"""

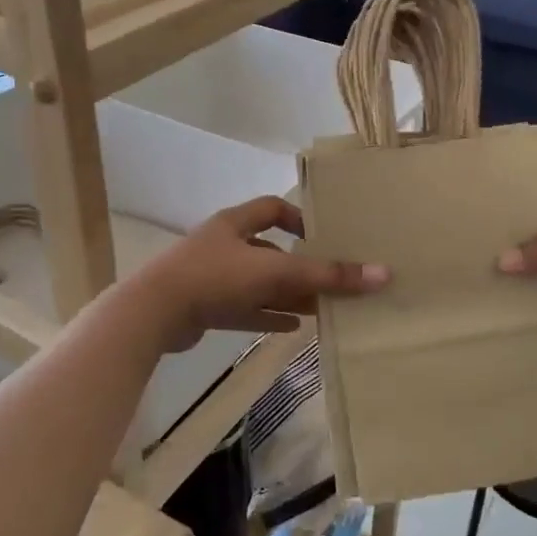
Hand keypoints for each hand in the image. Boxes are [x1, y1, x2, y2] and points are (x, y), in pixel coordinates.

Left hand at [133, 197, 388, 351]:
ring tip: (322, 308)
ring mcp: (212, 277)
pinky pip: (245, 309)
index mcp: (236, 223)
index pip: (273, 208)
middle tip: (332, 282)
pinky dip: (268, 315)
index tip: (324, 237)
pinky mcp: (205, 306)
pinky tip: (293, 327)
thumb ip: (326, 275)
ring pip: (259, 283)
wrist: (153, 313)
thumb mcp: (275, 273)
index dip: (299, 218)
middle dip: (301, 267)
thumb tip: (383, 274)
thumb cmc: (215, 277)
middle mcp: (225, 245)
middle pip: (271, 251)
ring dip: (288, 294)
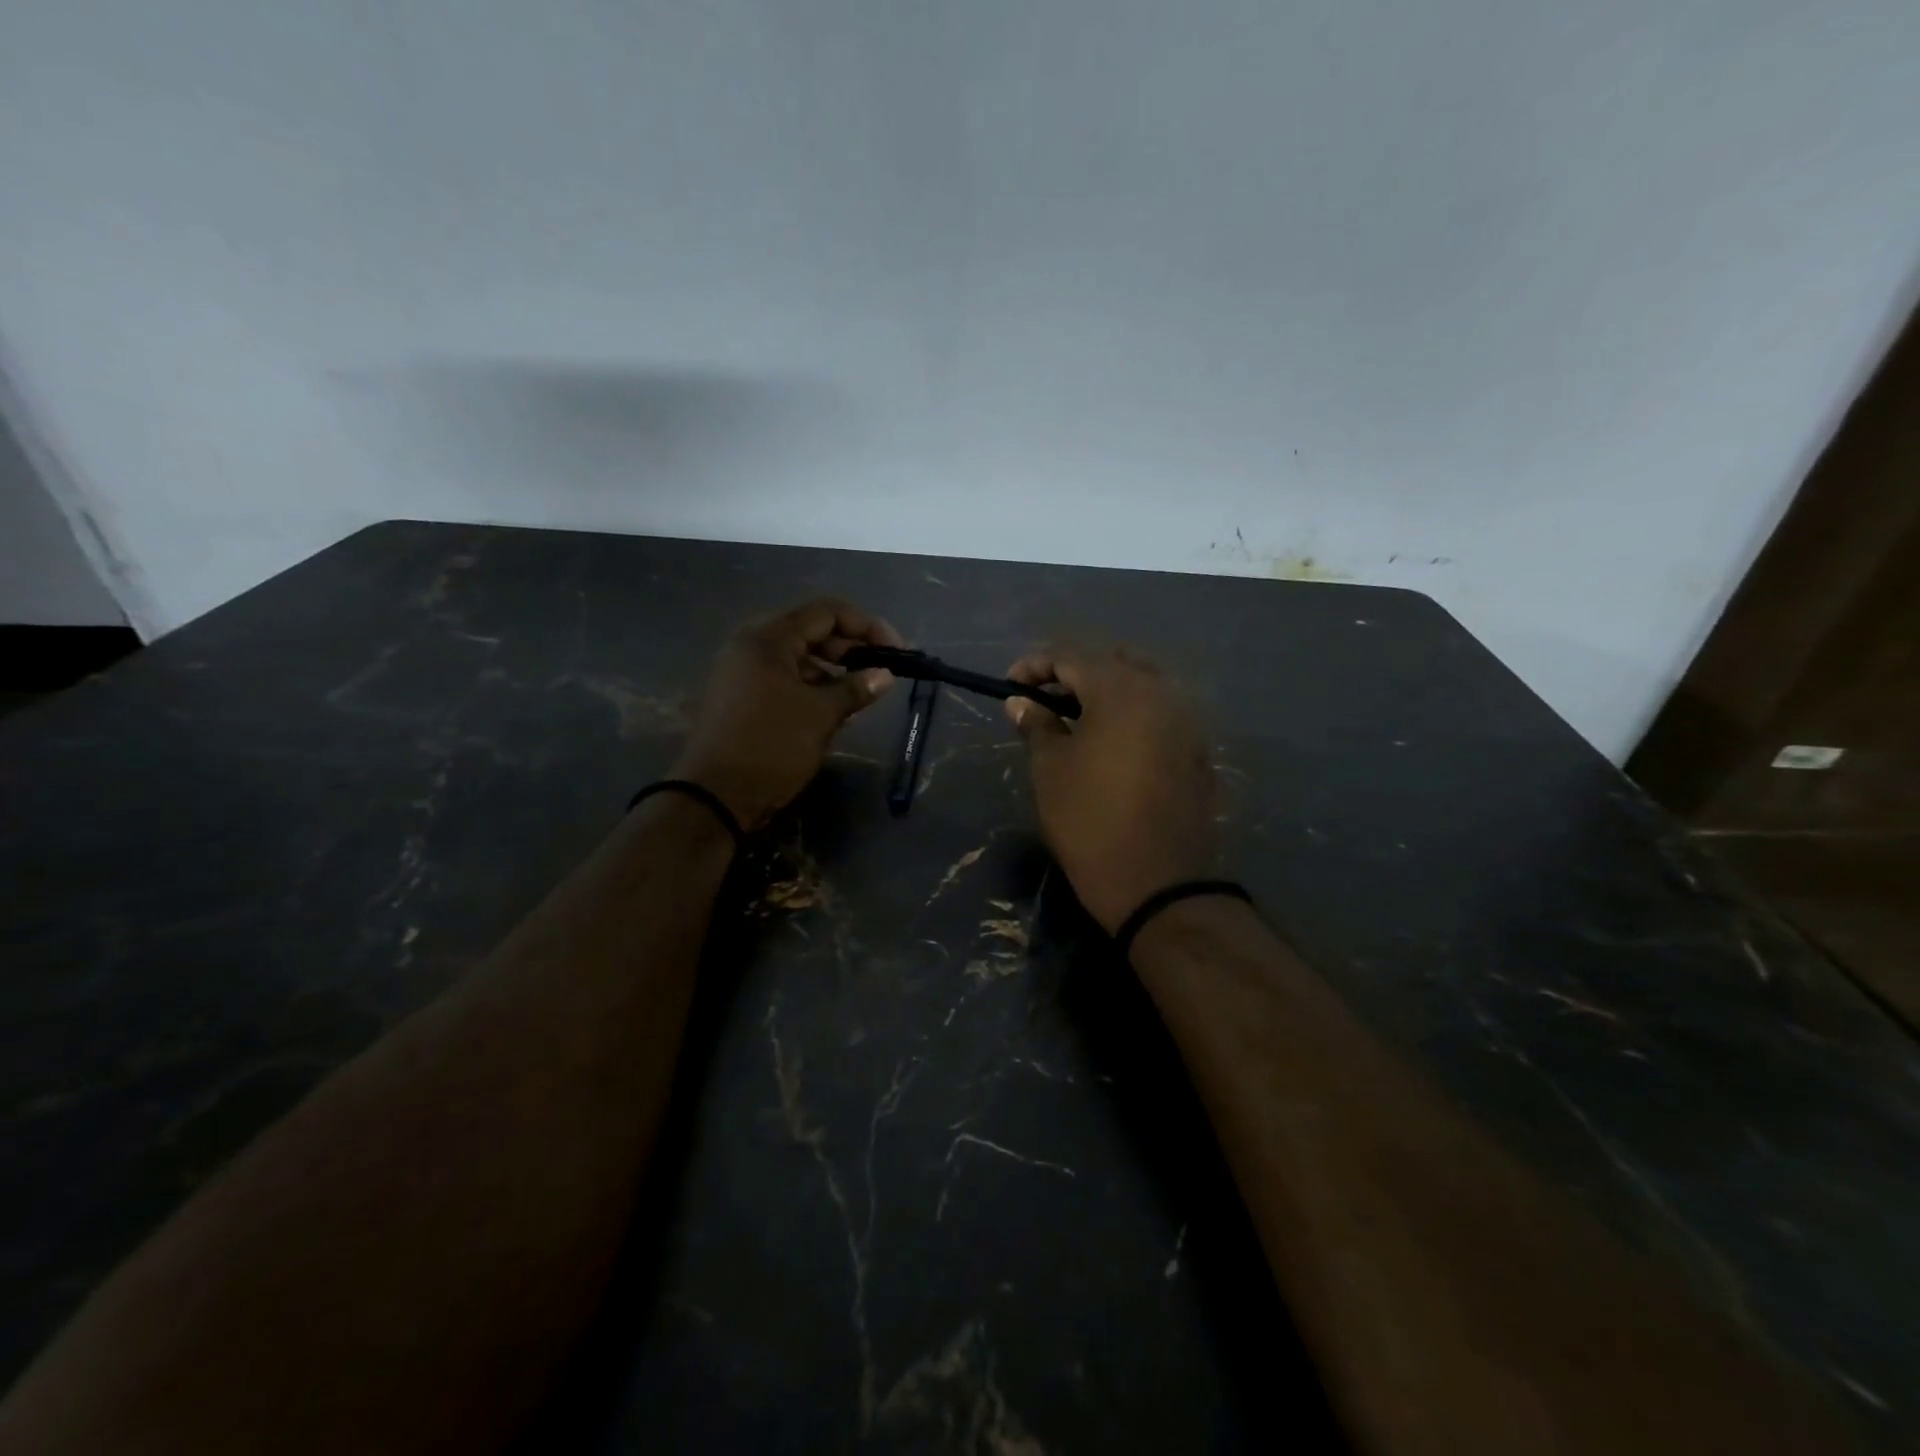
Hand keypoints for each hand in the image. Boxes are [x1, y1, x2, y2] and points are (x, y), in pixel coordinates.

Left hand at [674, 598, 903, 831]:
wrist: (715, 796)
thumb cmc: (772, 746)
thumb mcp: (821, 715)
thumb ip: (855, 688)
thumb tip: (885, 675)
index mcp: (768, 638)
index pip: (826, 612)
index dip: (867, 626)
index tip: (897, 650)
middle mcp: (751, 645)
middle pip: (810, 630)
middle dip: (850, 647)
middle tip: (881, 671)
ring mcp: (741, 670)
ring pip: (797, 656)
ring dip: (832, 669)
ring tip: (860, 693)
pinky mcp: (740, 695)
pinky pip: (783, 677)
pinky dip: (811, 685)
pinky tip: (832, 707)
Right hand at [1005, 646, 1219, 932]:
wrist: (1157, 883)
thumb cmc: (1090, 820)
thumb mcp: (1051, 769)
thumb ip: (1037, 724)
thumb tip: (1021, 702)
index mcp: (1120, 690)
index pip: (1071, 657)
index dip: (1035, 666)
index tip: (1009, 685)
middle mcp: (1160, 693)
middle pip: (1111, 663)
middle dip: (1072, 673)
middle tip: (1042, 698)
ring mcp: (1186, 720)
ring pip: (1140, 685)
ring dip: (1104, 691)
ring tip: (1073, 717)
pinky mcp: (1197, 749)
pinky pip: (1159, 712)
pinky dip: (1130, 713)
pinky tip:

"""

Give again, word for word, the lines above from the first one through the one containing "thumb cmc: (1090, 820)"; no pictures.

## Exercise output:
Hand keypoints for each hand in the image. Boxes are [x1, y1, x2, y2] and points are (x, y), in pixel coordinates.

Left hand at [133, 197, 388, 351]:
ring tip: (322, 308)
ring mcp: (212, 277)
pinky pip: (245, 309)
index mcp: (236, 223)
index pip: (273, 208)
middle tip: (332, 282)
pinky dip: (268, 315)
index tip: (324, 237)
pinky mcp: (205, 306)
pinky tip: (293, 327)
thumb ip: (326, 275)
ring pip: (259, 283)
wrist: (153, 313)
thumb mcp: (275, 273)
index dip: (299, 218)
middle dip: (301, 267)
thumb tip: (383, 274)
thumb cmc: (215, 277)
middle mcp: (225, 245)
middle pip: (271, 251)
ring dip: (288, 294)
Hand keypoints for each hand in the image. Boxes are [x1, y1, x2, y2] and points are (x, y), in pixel coordinates.

Left hand at [674, 598, 903, 831]:
wrist: (715, 796)
thumb cmc: (772, 746)
thumb mcp: (821, 715)
thumb ip: (855, 688)
thumb tip: (885, 675)
index mcp: (768, 638)
index pip: (826, 612)
index dip: (867, 626)
index tip: (897, 650)
middle mcp: (751, 645)
middle pip: (810, 630)
middle dip: (850, 647)
middle tip: (881, 671)
ring mcp: (741, 670)
ring pip: (797, 656)
ring dip: (832, 669)
ring tip: (860, 693)
pinky mcp: (740, 695)
pinky pip: (783, 677)
pinky dip: (811, 685)
pinky tip: (832, 707)
Right hand at [1005, 646, 1219, 932]:
wrist: (1157, 883)
thumb cmc: (1090, 820)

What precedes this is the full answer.